Set in Oxford in the 1660s – a time and place of great intellectual, scientific, religious and political ferment – this remarkable novel centres around a young woman, Sarah Blundy, who stands accused of the murder of Robert Grove, a fellow of New College. Four witnesses describe the events surrounding his death: Marco da Cola, a Venetian Catholic intent on claiming credit for the invention of blood transfusion; Jack Prescott, the son of a supposed traitor to the Royalist cause, determined to vindicate his father; John Wallis, chief cryptographer to both Cromwell and Charles 1l a mathematician, theologican and inveterate plotter; and Anthony Wood, the famous Oxford antiquary. Each one tells their version of what happened but only one reveals the extraordinary truth.
©1997 Iain Pears (P)2011 Isis Publishing Ltd
Though long, the story was told through different voices which is a novel approach. The author holds your attention until the very end and provides a totally expected conclusion. Highly recommended and I will want to listen to more from this author.
"Strange but quite compelling"
This was not what I was expecting at all - although I was mildly disappointed at first, it grew on me! My history is far from good so I do not know if the historical facts were indeed accurate, but as the story progressed there were several twists and turns that I did not see coming - and that does not happen very often!
A good storyline that became more appealing as it progressed - worth reading especially if you want something a little different from the normal murder mystery.
"An instance of the fingerpost"
There is very rarely an historic novel that grabs. This is mine. From start to finish. All either real or feasible for the time in history and brilliantly narrated. There are some books I love but can't listen to the narrator, this was perfect! I would recommend to anyone because there is something from all the characters that would appeal.
"Rich in historic detail"
A great story, well told, one f my favourite audiobooks.
There's a wealth of characters, all really well depicted.
This is a long book, but it's fascinating. Strong sense of period with a lot of historic detail. It took a while to finish, but I really enjoyed it.

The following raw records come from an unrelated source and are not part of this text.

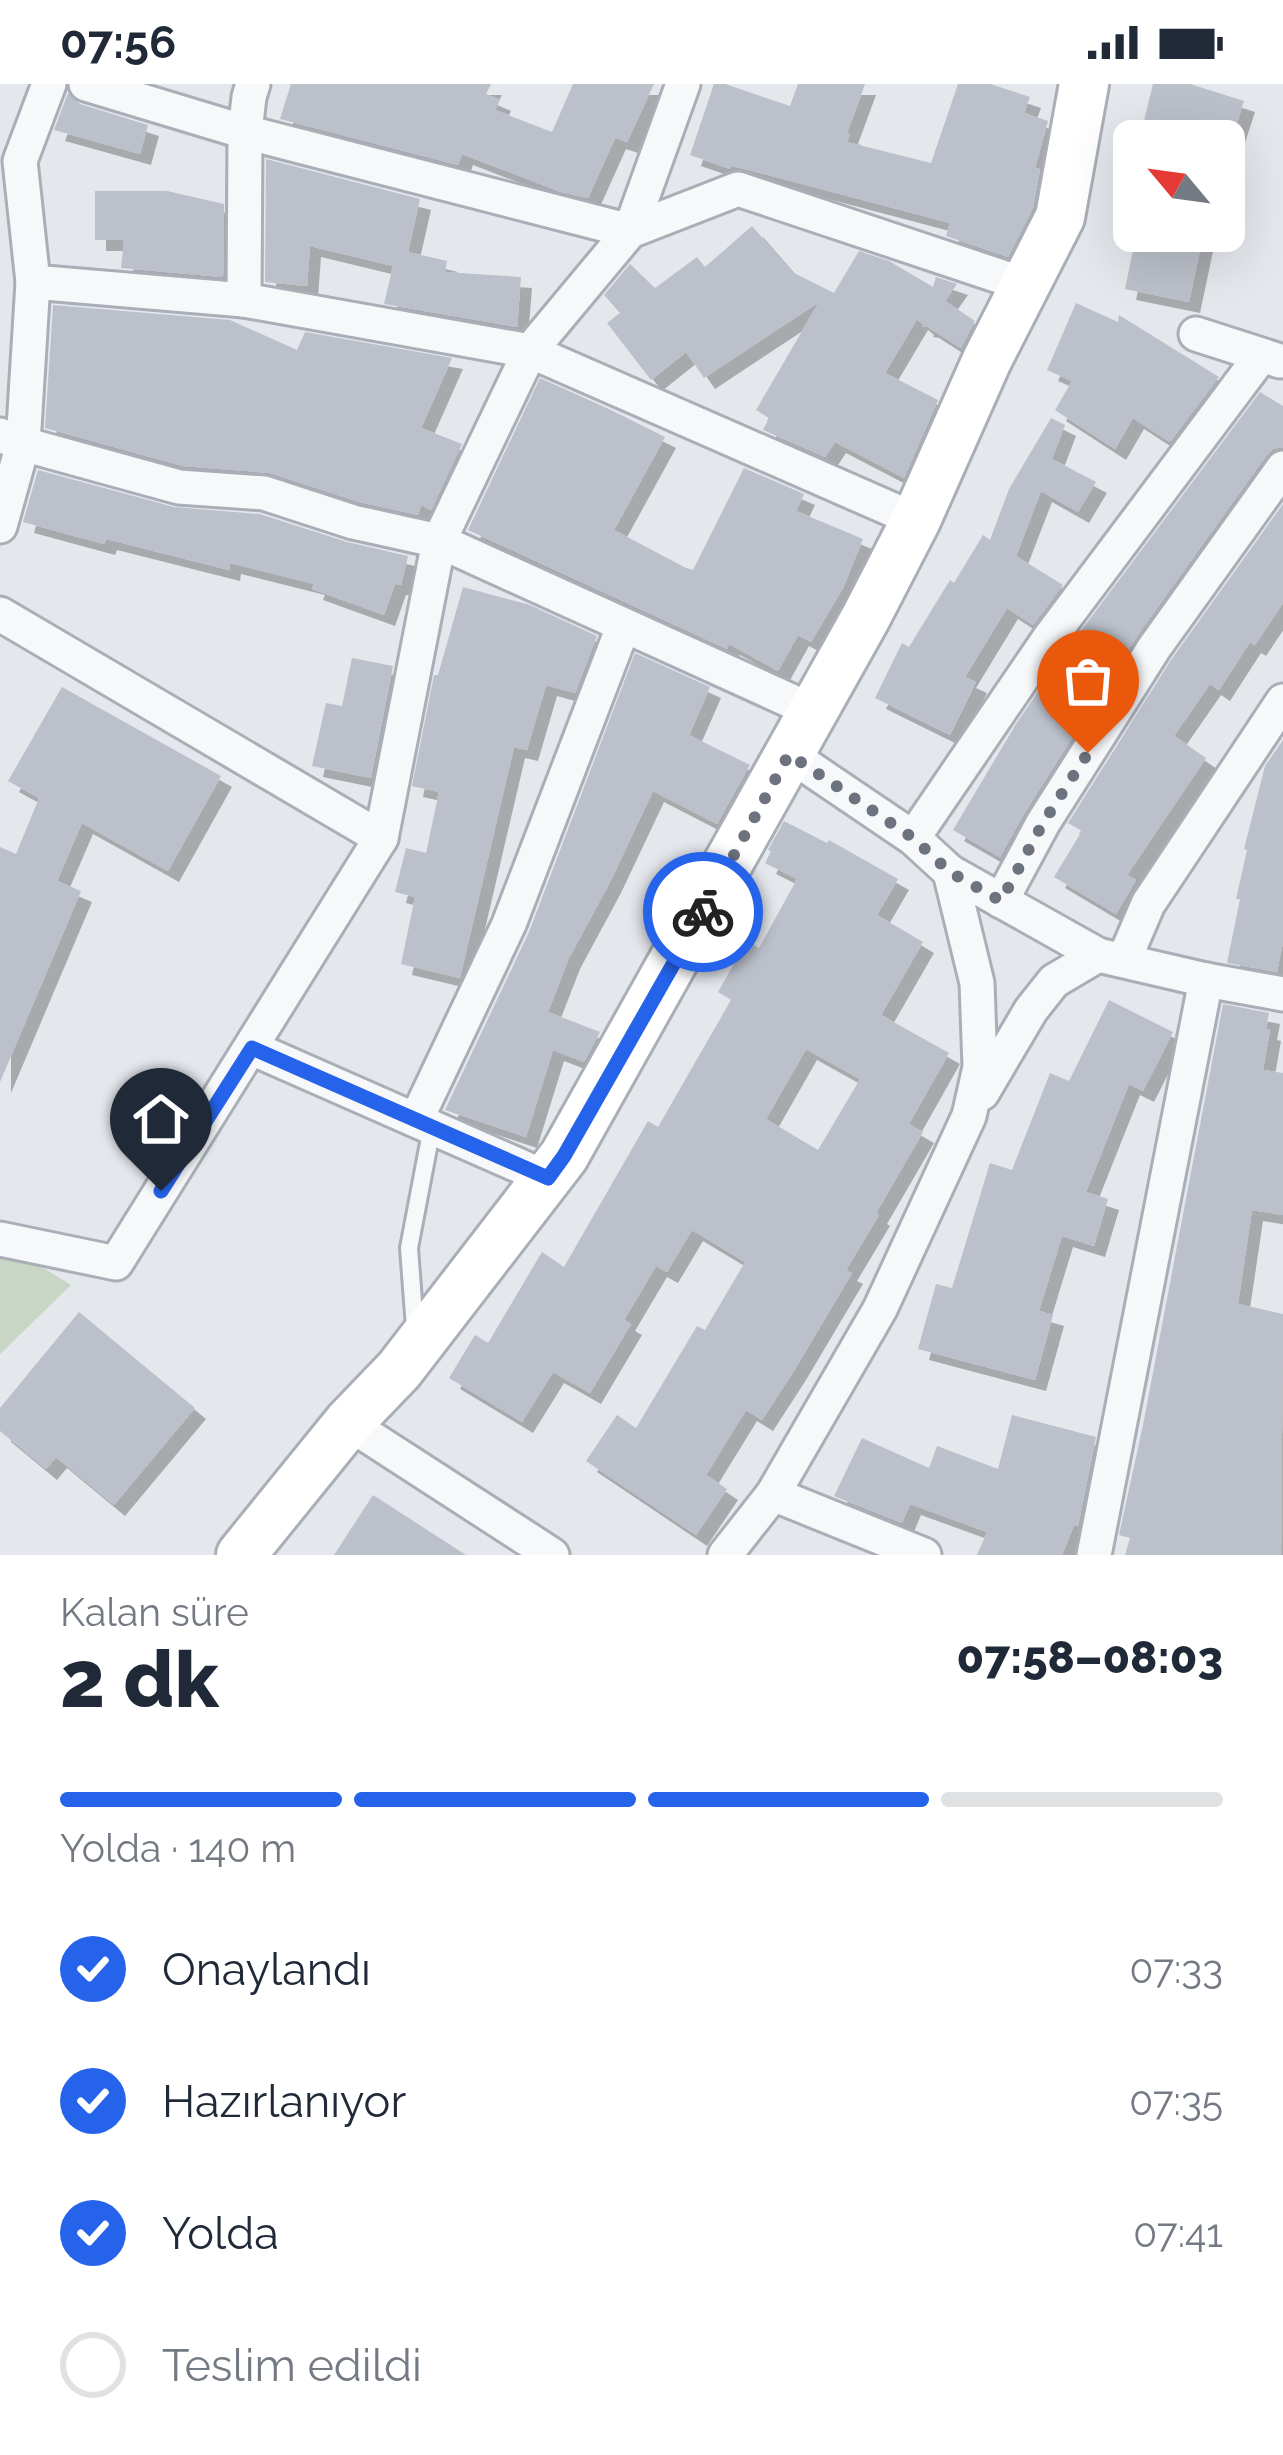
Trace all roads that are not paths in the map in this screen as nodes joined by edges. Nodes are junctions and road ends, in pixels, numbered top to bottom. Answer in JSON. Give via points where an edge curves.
{"nodes":[{"id":1,"x":49,"y":84,"type":"edge"},
{"id":2,"x":86,"y":84,"type":"edge"},
{"id":3,"x":253,"y":84,"type":"edge"},
{"id":4,"x":683,"y":84,"type":"edge"},
{"id":5,"x":1084,"y":84,"type":"edge"},
{"id":6,"x":245,"y":132,"type":"junction"},
{"id":7,"x":630,"y":231,"type":"junction"},
{"id":8,"x":33,"y":283,"type":"junction"},
{"id":9,"x":1026,"y":285,"type":"junction"},
{"id":10,"x":244,"y":300,"type":"junction"},
{"id":11,"x":1196,"y":334,"type":"dead end"},
{"id":12,"x":530,"y":351,"type":"junction"},
{"id":13,"x":1272,"y":359,"type":"edge"},
{"id":14,"x":11,"y":439,"type":"edge"},
{"id":15,"x":1283,"y":468,"type":"edge"},
{"id":16,"x":916,"y":520,"type":"junction"},
{"id":17,"x":0,"y":526,"type":"edge"},
{"id":18,"x":439,"y":541,"type":"junction"},
{"id":19,"x":0,"y":614,"type":"edge"},
{"id":20,"x":623,"y":627,"type":"junction"},
{"id":21,"x":1283,"y":701,"type":"edge"},
{"id":22,"x":813,"y":711,"type":"junction"},
{"id":23,"x":789,"y":754,"type":"junction"},
{"id":24,"x":381,"y":838,"type":"junction"},
{"id":25,"x":913,"y":838,"type":"junction"},
{"id":26,"x":950,"y":872,"type":"junction"},
{"id":27,"x":1001,"y":901,"type":"junction"},
{"id":28,"x":1111,"y":957,"type":"junction"},
{"id":29,"x":1207,"y":980,"type":"junction"},
{"id":30,"x":1283,"y":994,"type":"edge"},
{"id":31,"x":252,"y":1048,"type":"junction"},
{"id":32,"x":969,"y":1116,"type":"junction"},
{"id":33,"x":424,"y":1124,"type":"junction"},
{"id":34,"x":548,"y":1178,"type":"junction"},
{"id":35,"x":0,"y":1239,"type":"edge"},
{"id":36,"x":417,"y":1347,"type":"junction"},
{"id":37,"x":348,"y":1424,"type":"junction"},
{"id":38,"x":773,"y":1494,"type":"junction"},
{"id":39,"x":241,"y":1555,"type":"edge"},
{"id":40,"x":552,"y":1555,"type":"edge"},
{"id":41,"x":725,"y":1555,"type":"edge"},
{"id":42,"x":924,"y":1555,"type":"edge"},
{"id":43,"x":1094,"y":1555,"type":"edge"}],
"edges":[{"from":1,"to":8,"type":"street","via":[[20,161]]},
{"from":2,"to":6,"type":"street"},
{"from":3,"to":6,"type":"street"},
{"from":4,"to":7,"type":"street"},
{"from":5,"to":9,"type":"street","via":[[1060,217]]},
{"from":6,"to":7,"type":"street"},
{"from":6,"to":10,"type":"street"},
{"from":7,"to":9,"type":"street","via":[[738,189]]},
{"from":7,"to":12,"type":"street"},
{"from":8,"to":10,"type":"street"},
{"from":8,"to":14,"type":"street"},
{"from":9,"to":16,"type":"street"},
{"from":10,"to":12,"type":"street"},
{"from":11,"to":13,"type":"street"},
{"from":12,"to":16,"type":"street"},
{"from":12,"to":18,"type":"street"},
{"from":13,"to":25,"type":"street","via":[[1048,640]]},
{"from":14,"to":17,"type":"street"},
{"from":14,"to":18,"type":"street","via":[[178,487],[264,493]]},
{"from":15,"to":27,"type":"street","via":[[1154,648]]},
{"from":16,"to":22,"type":"street"},
{"from":18,"to":20,"type":"street"},
{"from":18,"to":24,"type":"street"},
{"from":19,"to":24,"type":"street"},
{"from":20,"to":22,"type":"street"},
{"from":20,"to":33,"type":"street"},
{"from":21,"to":28,"type":"street"},
{"from":22,"to":23,"type":"street"},
{"from":23,"to":25,"type":"street"},
{"from":23,"to":34,"type":"street"},
{"from":24,"to":31,"type":"street"},
{"from":25,"to":26,"type":"street"},
{"from":26,"to":27,"type":"street"},
{"from":26,"to":32,"type":"street","via":[[977,983],[980,1067]]},
{"from":27,"to":28,"type":"street"},
{"from":28,"to":29,"type":"street"},
{"from":28,"to":32,"type":"street","via":[[1054,981]]},
{"from":29,"to":30,"type":"street"},
{"from":29,"to":43,"type":"street"},
{"from":31,"to":33,"type":"street"},
{"from":31,"to":35,"type":"street","via":[[116,1263]]},
{"from":32,"to":38,"type":"street","via":[[880,1309]]},
{"from":33,"to":34,"type":"street"},
{"from":33,"to":36,"type":"lane","via":[[409,1248]]},
{"from":34,"to":36,"type":"street"},
{"from":36,"to":37,"type":"street"},
{"from":37,"to":39,"type":"street"},
{"from":37,"to":40,"type":"street"},
{"from":38,"to":41,"type":"street"},
{"from":38,"to":42,"type":"street"}]}
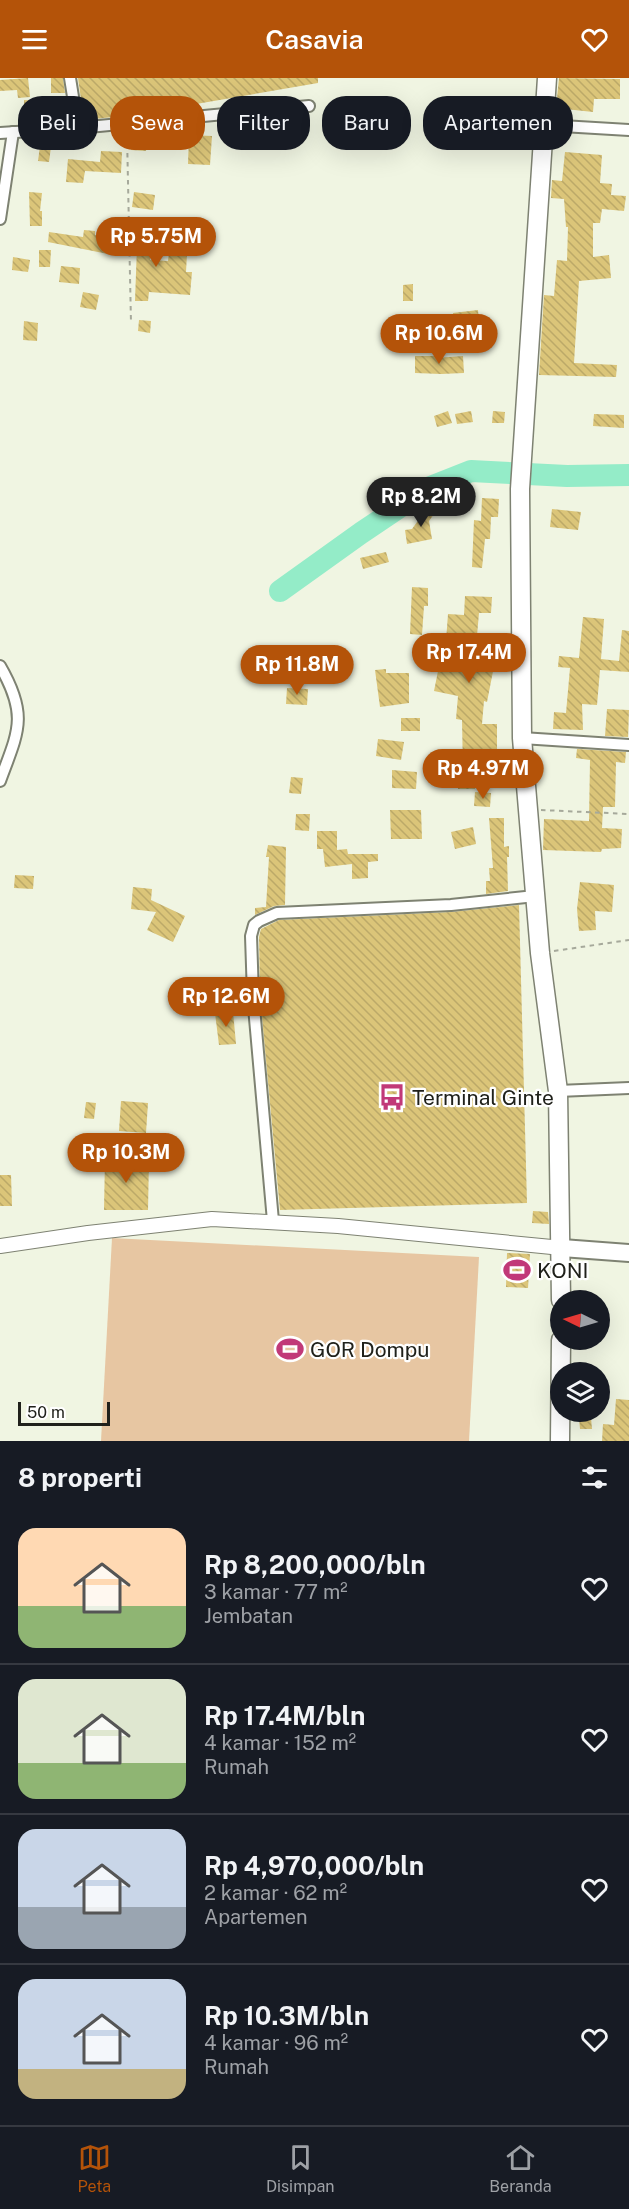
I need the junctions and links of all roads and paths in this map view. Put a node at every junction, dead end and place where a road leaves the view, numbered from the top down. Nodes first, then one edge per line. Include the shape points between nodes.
1 (70, 78) edge
2 (547, 78) edge
3 (73, 96) edge
4 (546, 96) edge
5 (573, 127) edge
6 (629, 130) edge
7 (13, 132) junction
8 (18, 132) edge
9 (0, 133) edge
10 (127, 150) edge
11 (543, 150) edge
12 (0, 219) edge
13 (130, 220) junction
14 (210, 221) dead end
15 (131, 323) dead end
16 (0, 666) edge
17 (522, 738) junction
18 (629, 745) edge
19 (0, 781) edge
20 (527, 810) junction
21 (629, 814) edge
22 (535, 896) junction
23 (629, 940) edge
24 (540, 952) junction
25 (629, 1088) edge
26 (558, 1091) junction
27 (273, 1221) junction
28 (0, 1246) edge
29 (562, 1248) junction
30 (629, 1253) edge
31 (561, 1290) edge
32 (561, 1350) edge
33 (560, 1441) edge

1 - 3 street
2 - 4 highway
5 - 6 street
7 - 8 street
7 - 9 street
7 - 12 street
10 - 13 path
11 - 17 highway via 520,489
13 - 14 path
13 - 15 path
16 - 19 street via 18,715 16,741
17 - 18 street
17 - 20 highway
20 - 21 path
20 - 22 highway
22 - 24 highway
22 - 27 street via 451,905 277,913 254,926 250,936 253,996
23 - 24 path
24 - 26 highway
25 - 26 street
26 - 29 highway
27 - 28 street via 212,1219
27 - 29 street
29 - 30 main road
29 - 31 highway
32 - 33 highway

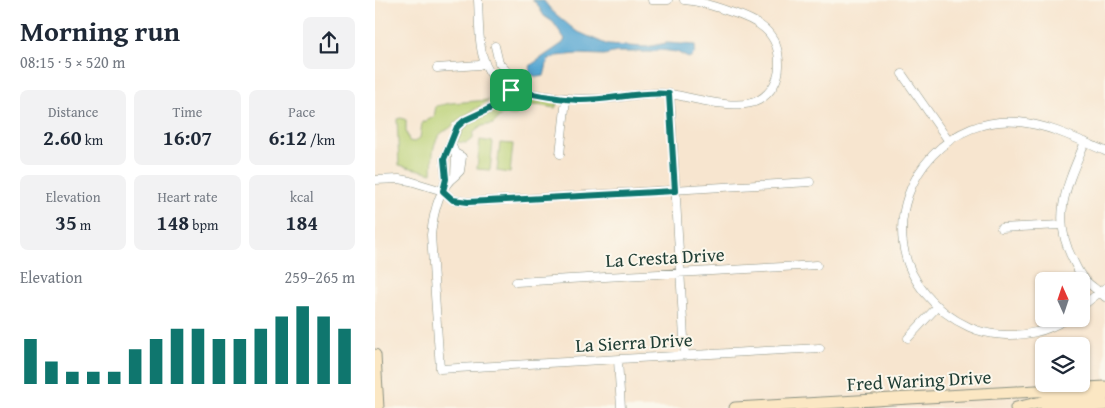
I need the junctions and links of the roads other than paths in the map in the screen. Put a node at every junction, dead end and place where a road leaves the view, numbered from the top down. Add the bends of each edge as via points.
1 (478, 0) edge
2 (652, 0) edge
3 (668, 0) edge
4 (684, 0) edge
5 (495, 46) dead end
6 (484, 63) junction
7 (437, 68) dead end
8 (902, 74) dead end
9 (508, 89) junction
10 (669, 94) junction
11 (566, 99) junction
12 (948, 140) junction
13 (1085, 142) junction
14 (451, 143) junction
15 (1105, 151) edge
16 (560, 154) dead end
17 (375, 180) edge
18 (810, 182) dead end
19 (443, 191) junction
20 (675, 191) junction
21 (1061, 225) junction
22 (1001, 228) dead end
23 (817, 265) dead end
24 (681, 273) junction
25 (516, 282) dead end
26 (1103, 292) edge
27 (1090, 301) edge
28 (938, 306) junction
29 (1048, 328) edge
30 (908, 338) dead end
31 (820, 348) dead end
32 (375, 355) edge
33 (685, 356) junction
34 (618, 360) junction
35 (1105, 387) edge
36 (1105, 395) edge
37 (1105, 405) edge
38 (378, 408) edge
39 (621, 408) edge
40 (735, 408) edge
41 (1017, 408) edge
42 (1046, 408) edge

1 - 6 street
2 - 3 street
4 - 10 street via 721,8 762,25 777,48 779,76 765,96 755,102 742,104
5 - 9 street via 501,66 514,79
6 - 7 street
6 - 9 street via 495,80
8 - 12 street
9 - 11 street
9 - 14 street via 491,108 457,127
10 - 11 street
10 - 20 street
11 - 16 street
12 - 13 street via 975,126 1004,121 1045,126
12 - 28 street via 927,160 918,174 903,212 903,244 912,274
13 - 15 street
13 - 21 street via 1064,196
14 - 19 street via 444,159 446,179
14 - 19 street via 455,153 455,176 448,180
17 - 19 street via 399,179
18 - 20 street
19 - 20 street via 453,200 468,202
19 - 34 street, La Sierra Drive via 432,221 431,235 440,368
20 - 24 street
21 - 22 street
21 - 26 street via 1078,270 1084,279
23 - 24 street, La Cresta Drive
24 - 25 street, La Cresta Drive
24 - 33 street
26 - 27 street
28 - 29 street via 970,328 983,331 1010,335
28 - 30 street
31 - 33 street, La Sierra Drive
32 - 38 main road
33 - 34 street, La Sierra Drive
34 - 39 street
35 - 40 main road, Fred Waring Drive
36 - 41 main road via 1054,399
37 - 42 main road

My mother recommended this book to me for years, and now I see why. The 1660s Oxford setting and smattering of familiar names create a convincing world where the four narrators tell their tales. Layer upon layer of detail, mystery and intrigue build as each account of events helps you put together the 'truth'. Using four readers in the audio recording completes the experience. Well worth my time!
"Nice twists in the story."
Enjoyed the story. Good narration and liked the sneaky twists and turns . . .
"Clever but untimately unsatisfying"
A clever and well written mystery centered on a series of connected events as seen through the very differing persepctives of a handful of eye witnesses. Each of the witnesses turn out to be rather unattractive, self serving liars who whinge constantly and twist the tale to their own ends, at great length. Before long I tired of the narrators and their stories and as a result of the book itself. The solving of the mystery, when it finally arrived, was something of a damp squib at the end of a very long and slow burning fuse.
I read this book over 10 years ago and loved it and decided that it was worth a listen. I wasn't dissappointed. If you like historical fiction and crime thrillers then this is a must-"read". The events are narrated from 4 different characters' points of view, which allows you piece together the big picture by the end. Definitely recommend it and will definitely enjoy a second listen myself.